Srun fails to launch a job step in an existing allocation in a remote cluster. Working example, on the local cluster: Create allocation: $ salloc -A staff -p devel -N1 -t 1:0:0 --no-shell -J local salloc: Pending job allocation 10221359 salloc: job 10221359 queued and waiting for resources salloc: job 10221359 has been allocated resources salloc: Granted job allocation 10221359 Check status: $ squeue -j 10221359 JOBID PARTITION NAME USER ST TIME NODES NODELIST(REASON) 10221359 devel local paran R 0:56 1 r483 Run a job step: $ srun --jobid=10221359 /usr/bin/hostname -s r483 The same example fails when using a remote cluster: Create allocation: $ salloc -A staff -p devel -N1 -t 1:0:0 --no-shell -J remote -M snowy salloc: Granted job allocation 721331 Check status: $ squeue -j 721331 -M snowy CLUSTER: snowy JOBID PARTITION NAME USER ST TIME NODES NODELIST(REASON) 721331 devel remote paran R 0:31 1 s1 [ Run a job step: $ srun --jobid=721331 -M snowy /usr/bin/hostname -s srun: error: Unable to confirm allocation for job 721331: Invalid job id specified srun: Check SLURM_JOB_ID environment variable. Expired or invalid job 721331 I can work-around the error by manually setting SLURM_WORKING_CLUSTER. This works even with '-M snowy' removed from the command line: $ SLURM_WORKING_CLUSTER=snowy:snowy-lr1:6817:8192 srun --jobid=721331 -M snowy /usr/bin/hostname -s s1 $ SLURM_WORKING_CLUSTER=snowy:snowy-lr1:6817:8192 srun --jobid=721331 /usr/bin/hostname -s s1 The affected users have gotten this work-around, but I do not really like it as they now hard code the server name and port ranges in their commands. This issue is not new. We discovered it when running 17.11, but have recently upgraded and verified that the problem remains on 19.05. All output above is from 19.05.

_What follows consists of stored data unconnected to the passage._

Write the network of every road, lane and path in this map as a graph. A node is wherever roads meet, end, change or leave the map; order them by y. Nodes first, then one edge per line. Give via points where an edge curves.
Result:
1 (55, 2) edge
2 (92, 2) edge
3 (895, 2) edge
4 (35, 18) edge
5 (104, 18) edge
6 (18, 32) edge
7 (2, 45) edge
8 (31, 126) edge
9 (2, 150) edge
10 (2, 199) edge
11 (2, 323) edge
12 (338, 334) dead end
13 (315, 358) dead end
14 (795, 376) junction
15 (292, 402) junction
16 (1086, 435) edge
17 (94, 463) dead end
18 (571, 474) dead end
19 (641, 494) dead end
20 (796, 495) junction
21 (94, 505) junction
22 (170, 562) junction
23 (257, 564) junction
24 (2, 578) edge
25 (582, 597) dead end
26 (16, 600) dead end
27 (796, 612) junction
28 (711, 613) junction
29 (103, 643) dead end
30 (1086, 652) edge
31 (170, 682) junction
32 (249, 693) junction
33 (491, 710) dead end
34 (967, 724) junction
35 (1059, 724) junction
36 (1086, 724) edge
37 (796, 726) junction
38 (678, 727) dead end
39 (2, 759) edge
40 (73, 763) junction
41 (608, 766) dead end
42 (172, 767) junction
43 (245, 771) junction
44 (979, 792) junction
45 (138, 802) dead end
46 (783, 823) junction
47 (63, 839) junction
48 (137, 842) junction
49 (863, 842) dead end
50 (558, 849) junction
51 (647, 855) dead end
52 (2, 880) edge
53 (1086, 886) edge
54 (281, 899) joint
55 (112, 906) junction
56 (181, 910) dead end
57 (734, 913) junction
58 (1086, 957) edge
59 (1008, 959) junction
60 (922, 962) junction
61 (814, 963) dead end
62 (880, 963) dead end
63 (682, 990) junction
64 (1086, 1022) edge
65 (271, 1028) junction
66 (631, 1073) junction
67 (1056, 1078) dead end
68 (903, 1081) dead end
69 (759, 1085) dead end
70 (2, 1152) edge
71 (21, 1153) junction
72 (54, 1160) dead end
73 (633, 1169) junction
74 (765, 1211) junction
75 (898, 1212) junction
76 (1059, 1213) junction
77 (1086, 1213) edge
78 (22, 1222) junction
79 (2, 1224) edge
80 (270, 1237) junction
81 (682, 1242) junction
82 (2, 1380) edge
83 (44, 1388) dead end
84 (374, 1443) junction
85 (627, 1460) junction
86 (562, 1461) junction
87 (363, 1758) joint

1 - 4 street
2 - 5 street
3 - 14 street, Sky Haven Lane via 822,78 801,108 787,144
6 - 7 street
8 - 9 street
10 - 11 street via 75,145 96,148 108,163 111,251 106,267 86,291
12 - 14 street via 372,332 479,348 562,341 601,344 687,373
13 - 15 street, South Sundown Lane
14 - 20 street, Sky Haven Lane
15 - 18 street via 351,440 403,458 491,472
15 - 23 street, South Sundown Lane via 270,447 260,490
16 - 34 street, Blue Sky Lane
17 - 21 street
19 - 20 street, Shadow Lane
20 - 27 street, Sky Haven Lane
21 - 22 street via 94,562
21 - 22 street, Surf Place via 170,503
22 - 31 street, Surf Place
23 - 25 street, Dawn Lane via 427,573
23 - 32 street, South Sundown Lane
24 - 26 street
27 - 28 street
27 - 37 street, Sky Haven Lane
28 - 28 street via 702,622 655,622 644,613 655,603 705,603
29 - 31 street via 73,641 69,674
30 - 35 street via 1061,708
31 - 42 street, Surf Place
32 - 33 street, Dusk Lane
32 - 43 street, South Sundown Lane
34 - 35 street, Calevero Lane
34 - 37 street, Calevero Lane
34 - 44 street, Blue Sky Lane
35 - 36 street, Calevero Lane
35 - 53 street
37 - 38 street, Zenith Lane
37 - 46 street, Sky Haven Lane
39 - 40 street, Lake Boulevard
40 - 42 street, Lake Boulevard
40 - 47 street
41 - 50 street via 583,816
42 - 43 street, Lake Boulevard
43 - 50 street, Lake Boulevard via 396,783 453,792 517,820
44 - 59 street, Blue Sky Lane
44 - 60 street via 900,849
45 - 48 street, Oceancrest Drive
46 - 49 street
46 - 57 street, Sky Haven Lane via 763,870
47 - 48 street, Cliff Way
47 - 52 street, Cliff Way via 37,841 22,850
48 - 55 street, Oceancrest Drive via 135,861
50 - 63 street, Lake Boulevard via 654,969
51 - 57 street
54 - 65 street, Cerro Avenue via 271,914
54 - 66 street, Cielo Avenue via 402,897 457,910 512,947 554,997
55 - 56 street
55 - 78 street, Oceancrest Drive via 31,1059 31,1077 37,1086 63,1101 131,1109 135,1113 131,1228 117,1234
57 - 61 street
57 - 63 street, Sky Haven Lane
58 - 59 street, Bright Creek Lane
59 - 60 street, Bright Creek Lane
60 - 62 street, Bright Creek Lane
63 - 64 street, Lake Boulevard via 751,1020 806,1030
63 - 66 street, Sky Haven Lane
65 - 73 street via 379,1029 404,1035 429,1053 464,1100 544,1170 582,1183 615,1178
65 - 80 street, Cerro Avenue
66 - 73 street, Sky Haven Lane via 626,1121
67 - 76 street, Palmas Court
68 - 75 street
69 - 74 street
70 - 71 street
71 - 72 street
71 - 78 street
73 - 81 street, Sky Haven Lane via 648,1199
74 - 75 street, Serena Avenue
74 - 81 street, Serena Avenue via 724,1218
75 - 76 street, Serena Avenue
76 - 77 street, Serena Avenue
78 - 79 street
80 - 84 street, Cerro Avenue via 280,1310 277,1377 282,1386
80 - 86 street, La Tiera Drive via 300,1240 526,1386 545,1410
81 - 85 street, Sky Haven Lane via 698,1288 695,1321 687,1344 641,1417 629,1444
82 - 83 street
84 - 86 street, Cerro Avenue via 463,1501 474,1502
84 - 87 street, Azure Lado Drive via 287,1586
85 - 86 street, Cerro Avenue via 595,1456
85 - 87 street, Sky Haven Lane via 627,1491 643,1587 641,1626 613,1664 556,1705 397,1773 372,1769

Pär, I just wanted to let you know that we're working on the ticket. I think I'll be able to share a patch with you within a week. cheers, Marcin
Created attachment 11954 [details] add -M support for existing allocation. (v1) Pär, The attached patch adds support for srun -M execution creating a step in existing allocation on a remote cluster without SLURM_WORKING_CLUSTER variable set. It's currently under SchedMD QA process, which means that it passed a set of automatic tests, but it wasn't yet reviewed. It may not be a final version and is not yet scheduled for the release. If you're able to apply it and verify locally, we'd appreciate any feedback. cheers, Marcin
I have done very limited testing using the provided patch. Small test like running "hostname" or "echo 'hello world'" now works fine, both in local and remote allocations. I have not had time to test anything more advanced, like launching an MPI binary or similar.

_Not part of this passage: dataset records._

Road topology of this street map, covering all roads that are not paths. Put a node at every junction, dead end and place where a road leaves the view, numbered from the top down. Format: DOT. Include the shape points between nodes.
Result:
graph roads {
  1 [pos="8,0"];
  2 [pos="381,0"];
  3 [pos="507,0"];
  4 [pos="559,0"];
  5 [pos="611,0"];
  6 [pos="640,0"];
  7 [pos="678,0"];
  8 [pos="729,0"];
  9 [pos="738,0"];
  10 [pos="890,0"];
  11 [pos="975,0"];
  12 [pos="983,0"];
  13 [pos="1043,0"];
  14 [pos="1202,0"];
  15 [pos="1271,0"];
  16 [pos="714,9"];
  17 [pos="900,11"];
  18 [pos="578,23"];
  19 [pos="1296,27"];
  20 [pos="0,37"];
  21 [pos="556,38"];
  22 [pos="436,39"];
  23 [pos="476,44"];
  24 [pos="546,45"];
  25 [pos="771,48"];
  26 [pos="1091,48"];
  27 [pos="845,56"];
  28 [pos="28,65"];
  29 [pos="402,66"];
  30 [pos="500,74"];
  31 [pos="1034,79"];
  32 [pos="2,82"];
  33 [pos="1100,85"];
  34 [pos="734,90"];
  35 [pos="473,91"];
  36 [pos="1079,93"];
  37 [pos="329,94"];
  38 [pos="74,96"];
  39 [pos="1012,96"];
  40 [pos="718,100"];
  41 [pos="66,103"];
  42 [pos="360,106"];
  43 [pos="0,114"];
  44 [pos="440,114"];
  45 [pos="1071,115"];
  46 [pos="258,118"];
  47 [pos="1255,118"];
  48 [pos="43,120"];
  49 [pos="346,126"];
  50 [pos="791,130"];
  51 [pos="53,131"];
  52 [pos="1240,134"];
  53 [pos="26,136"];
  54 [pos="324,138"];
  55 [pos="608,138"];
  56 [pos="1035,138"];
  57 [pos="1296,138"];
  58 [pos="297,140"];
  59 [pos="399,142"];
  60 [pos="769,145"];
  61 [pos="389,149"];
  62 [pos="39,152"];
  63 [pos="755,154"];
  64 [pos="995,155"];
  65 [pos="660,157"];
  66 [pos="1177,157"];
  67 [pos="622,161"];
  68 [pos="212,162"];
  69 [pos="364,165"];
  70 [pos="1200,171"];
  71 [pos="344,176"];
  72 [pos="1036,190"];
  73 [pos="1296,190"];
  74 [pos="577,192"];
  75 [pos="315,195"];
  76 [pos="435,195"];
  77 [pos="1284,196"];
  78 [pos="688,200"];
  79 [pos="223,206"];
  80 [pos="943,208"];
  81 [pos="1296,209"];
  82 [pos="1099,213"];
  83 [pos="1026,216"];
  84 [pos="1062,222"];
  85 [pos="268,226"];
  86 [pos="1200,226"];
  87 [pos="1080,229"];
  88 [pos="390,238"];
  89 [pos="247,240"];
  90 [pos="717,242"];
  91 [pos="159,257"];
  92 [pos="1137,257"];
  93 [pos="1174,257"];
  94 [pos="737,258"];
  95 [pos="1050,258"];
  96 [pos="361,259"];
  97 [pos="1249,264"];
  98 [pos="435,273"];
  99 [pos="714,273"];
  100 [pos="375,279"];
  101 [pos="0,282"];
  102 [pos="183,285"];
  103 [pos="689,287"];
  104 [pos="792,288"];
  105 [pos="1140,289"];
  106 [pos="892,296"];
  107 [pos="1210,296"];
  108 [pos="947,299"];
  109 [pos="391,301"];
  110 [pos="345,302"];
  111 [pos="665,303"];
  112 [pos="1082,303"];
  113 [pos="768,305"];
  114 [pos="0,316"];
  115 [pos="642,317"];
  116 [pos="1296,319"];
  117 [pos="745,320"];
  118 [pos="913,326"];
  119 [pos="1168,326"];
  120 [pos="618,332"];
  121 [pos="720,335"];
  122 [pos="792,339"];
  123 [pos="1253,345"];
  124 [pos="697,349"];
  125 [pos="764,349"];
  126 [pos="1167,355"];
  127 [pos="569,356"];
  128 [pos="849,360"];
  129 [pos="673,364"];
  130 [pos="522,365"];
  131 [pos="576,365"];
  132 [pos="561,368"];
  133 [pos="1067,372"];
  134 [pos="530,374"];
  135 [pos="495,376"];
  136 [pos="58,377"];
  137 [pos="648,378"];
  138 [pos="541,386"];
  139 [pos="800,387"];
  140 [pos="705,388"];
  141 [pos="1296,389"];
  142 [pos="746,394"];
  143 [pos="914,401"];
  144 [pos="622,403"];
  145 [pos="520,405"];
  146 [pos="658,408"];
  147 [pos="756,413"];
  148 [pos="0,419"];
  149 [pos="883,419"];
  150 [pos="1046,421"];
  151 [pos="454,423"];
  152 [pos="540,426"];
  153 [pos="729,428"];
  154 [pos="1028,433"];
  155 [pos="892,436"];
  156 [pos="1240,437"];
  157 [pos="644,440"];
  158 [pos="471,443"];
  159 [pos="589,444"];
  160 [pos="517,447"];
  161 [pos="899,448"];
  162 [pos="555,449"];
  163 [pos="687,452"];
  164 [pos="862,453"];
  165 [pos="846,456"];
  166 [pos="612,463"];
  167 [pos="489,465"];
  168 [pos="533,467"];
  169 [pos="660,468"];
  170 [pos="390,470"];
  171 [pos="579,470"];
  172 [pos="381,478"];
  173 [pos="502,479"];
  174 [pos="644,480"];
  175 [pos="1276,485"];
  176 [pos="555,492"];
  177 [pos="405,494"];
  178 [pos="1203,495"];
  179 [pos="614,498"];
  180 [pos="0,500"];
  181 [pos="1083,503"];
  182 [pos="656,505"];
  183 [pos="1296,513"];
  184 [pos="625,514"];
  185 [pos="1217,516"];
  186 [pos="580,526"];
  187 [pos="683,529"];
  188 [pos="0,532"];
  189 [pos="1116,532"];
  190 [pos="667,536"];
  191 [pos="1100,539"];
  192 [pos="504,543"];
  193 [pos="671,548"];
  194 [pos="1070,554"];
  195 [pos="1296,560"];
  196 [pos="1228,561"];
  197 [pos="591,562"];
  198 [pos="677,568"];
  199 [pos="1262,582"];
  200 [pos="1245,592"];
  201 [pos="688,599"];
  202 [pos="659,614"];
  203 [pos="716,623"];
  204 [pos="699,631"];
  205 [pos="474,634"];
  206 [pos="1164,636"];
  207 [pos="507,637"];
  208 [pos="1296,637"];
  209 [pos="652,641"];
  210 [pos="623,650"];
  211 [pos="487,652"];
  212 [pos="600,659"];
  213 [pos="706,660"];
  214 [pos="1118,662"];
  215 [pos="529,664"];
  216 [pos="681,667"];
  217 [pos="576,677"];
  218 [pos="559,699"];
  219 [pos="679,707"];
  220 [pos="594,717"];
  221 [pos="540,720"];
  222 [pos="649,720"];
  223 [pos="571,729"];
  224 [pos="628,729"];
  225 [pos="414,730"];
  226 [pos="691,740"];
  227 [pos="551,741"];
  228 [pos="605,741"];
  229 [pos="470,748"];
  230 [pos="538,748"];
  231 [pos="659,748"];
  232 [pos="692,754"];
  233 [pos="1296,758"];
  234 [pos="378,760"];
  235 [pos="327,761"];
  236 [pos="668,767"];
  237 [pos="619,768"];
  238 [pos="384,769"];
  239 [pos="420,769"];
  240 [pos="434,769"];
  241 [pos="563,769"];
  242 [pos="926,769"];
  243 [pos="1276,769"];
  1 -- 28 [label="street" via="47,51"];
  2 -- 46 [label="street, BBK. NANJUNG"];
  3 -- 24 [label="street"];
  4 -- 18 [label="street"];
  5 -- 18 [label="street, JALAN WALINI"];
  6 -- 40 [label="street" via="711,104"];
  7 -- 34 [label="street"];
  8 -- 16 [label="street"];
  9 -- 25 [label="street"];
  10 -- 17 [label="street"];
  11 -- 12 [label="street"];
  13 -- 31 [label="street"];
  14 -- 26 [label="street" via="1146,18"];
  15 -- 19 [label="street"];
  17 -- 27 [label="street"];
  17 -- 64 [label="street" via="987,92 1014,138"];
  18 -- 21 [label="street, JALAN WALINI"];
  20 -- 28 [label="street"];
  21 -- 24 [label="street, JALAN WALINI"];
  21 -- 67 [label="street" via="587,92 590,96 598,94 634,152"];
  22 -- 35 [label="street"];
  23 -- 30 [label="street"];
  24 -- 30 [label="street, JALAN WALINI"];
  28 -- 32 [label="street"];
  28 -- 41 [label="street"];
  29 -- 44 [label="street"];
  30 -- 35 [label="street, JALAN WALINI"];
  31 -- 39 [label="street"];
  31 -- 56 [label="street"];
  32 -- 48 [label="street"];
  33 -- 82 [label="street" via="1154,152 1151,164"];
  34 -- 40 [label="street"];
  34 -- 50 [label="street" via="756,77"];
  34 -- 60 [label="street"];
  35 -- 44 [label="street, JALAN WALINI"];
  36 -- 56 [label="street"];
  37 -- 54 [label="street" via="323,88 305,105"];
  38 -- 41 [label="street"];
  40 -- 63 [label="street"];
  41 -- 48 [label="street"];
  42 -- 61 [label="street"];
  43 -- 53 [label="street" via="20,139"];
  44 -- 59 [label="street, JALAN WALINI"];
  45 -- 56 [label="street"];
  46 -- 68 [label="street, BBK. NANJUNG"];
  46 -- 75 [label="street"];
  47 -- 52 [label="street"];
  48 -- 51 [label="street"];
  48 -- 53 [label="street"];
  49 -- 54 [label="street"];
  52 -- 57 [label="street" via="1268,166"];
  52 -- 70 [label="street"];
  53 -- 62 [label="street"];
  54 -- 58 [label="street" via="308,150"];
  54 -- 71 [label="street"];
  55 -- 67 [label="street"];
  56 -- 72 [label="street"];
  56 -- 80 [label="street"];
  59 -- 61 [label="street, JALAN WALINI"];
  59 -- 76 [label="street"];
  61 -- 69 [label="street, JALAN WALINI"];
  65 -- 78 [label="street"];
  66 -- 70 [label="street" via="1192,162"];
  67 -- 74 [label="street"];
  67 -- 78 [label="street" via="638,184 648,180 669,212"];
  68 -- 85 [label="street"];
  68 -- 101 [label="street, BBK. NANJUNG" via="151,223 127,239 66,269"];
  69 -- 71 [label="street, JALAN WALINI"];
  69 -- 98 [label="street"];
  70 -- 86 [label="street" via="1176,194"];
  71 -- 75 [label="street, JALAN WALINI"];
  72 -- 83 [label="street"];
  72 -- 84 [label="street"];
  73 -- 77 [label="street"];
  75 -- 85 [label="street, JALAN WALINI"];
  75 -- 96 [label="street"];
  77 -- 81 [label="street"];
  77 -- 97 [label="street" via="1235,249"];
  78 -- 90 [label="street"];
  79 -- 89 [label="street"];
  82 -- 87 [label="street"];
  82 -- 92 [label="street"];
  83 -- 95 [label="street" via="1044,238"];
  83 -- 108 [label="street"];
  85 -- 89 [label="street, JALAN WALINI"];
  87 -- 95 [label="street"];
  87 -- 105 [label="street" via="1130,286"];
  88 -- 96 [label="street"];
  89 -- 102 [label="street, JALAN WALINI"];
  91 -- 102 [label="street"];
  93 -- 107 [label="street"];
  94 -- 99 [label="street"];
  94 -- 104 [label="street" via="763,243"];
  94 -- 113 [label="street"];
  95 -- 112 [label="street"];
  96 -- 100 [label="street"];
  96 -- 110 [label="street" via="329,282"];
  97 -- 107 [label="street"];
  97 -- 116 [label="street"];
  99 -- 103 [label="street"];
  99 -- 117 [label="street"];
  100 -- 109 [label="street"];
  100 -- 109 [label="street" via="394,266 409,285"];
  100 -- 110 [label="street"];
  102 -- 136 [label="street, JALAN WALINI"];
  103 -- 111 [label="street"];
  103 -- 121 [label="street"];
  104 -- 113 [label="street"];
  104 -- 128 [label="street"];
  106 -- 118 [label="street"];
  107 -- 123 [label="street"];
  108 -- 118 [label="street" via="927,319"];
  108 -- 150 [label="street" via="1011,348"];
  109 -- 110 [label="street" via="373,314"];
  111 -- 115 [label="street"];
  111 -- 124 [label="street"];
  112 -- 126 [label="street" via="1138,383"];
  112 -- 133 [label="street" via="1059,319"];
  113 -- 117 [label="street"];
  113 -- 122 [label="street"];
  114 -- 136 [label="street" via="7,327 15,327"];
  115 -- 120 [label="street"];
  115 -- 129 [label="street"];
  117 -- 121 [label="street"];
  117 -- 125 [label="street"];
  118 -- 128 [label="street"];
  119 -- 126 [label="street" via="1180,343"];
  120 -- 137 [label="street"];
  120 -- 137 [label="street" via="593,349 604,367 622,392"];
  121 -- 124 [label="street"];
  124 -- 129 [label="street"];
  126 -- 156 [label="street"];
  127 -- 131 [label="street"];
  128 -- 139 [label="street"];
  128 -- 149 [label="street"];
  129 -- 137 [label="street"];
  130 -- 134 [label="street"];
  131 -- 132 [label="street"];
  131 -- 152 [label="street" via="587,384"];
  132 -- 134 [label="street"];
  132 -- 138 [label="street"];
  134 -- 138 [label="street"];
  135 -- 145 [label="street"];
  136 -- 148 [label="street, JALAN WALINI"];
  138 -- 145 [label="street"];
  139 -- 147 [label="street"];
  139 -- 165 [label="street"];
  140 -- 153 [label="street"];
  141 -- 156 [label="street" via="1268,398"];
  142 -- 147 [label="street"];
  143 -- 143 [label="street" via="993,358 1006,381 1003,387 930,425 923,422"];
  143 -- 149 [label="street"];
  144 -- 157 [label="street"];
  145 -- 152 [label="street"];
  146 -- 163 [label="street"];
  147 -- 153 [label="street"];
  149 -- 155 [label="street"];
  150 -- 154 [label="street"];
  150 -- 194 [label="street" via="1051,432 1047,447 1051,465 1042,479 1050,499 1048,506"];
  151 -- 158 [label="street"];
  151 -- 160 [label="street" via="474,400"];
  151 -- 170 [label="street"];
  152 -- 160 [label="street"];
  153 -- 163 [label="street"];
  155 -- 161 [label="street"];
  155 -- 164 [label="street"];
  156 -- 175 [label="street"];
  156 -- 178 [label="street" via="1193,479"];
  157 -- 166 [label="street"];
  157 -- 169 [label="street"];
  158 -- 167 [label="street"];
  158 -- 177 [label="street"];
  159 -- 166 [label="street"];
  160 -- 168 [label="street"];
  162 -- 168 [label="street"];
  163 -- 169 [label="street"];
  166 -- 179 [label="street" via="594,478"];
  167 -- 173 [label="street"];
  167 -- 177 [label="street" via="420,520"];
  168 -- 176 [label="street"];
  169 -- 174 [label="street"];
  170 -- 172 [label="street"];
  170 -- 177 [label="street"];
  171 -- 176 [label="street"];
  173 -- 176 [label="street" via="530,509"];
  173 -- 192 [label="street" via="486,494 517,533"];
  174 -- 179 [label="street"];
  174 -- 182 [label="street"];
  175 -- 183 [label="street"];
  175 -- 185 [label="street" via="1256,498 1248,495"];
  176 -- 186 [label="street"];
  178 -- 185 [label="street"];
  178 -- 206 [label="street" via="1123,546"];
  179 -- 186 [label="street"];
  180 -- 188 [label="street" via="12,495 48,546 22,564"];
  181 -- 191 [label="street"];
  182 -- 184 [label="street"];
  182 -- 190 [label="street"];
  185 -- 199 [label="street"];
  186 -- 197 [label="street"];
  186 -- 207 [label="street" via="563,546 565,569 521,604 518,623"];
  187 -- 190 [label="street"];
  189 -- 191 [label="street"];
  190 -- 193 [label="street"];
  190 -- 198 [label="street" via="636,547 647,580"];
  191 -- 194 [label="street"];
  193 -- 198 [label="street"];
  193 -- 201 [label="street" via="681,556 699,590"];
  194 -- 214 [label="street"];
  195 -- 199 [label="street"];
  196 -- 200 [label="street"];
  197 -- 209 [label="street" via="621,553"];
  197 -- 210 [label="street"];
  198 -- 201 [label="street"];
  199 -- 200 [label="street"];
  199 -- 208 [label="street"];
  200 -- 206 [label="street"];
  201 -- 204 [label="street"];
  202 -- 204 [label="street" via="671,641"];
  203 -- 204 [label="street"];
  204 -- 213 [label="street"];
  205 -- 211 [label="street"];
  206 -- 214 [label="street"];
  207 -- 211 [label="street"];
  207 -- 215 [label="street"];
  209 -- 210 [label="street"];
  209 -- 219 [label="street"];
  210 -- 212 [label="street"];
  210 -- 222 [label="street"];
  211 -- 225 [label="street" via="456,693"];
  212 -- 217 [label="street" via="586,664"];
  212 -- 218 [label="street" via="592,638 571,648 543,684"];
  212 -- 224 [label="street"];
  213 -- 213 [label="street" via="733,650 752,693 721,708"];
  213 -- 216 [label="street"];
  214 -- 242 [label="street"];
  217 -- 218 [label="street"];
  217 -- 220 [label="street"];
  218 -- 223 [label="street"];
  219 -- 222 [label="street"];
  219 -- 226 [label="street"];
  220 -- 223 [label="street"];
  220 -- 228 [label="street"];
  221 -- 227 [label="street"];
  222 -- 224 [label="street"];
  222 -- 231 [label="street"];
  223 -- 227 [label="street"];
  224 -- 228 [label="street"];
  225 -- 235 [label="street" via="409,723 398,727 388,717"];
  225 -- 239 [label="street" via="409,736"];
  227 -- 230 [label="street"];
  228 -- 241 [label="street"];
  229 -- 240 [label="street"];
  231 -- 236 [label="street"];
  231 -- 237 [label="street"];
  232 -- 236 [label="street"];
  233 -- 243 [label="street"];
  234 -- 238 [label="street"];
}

(In reply to Marcin Stolarek from comment #9) > It's currently under SchedMD QA process, which means that it passed a set of > automatic tests, but it wasn't yet reviewed. It may not be a final version > and is not yet scheduled for the release. Any progress on this?
Pär, I'll ask the reviewer if we can prioritize this ticket. cheers, Marcin
I would primarily like to know if this will be a fix for 19.05.x, 20.02, later or not fixed at all. If the official fix will be significantly delayed, we might decide to include the patch in our local builds.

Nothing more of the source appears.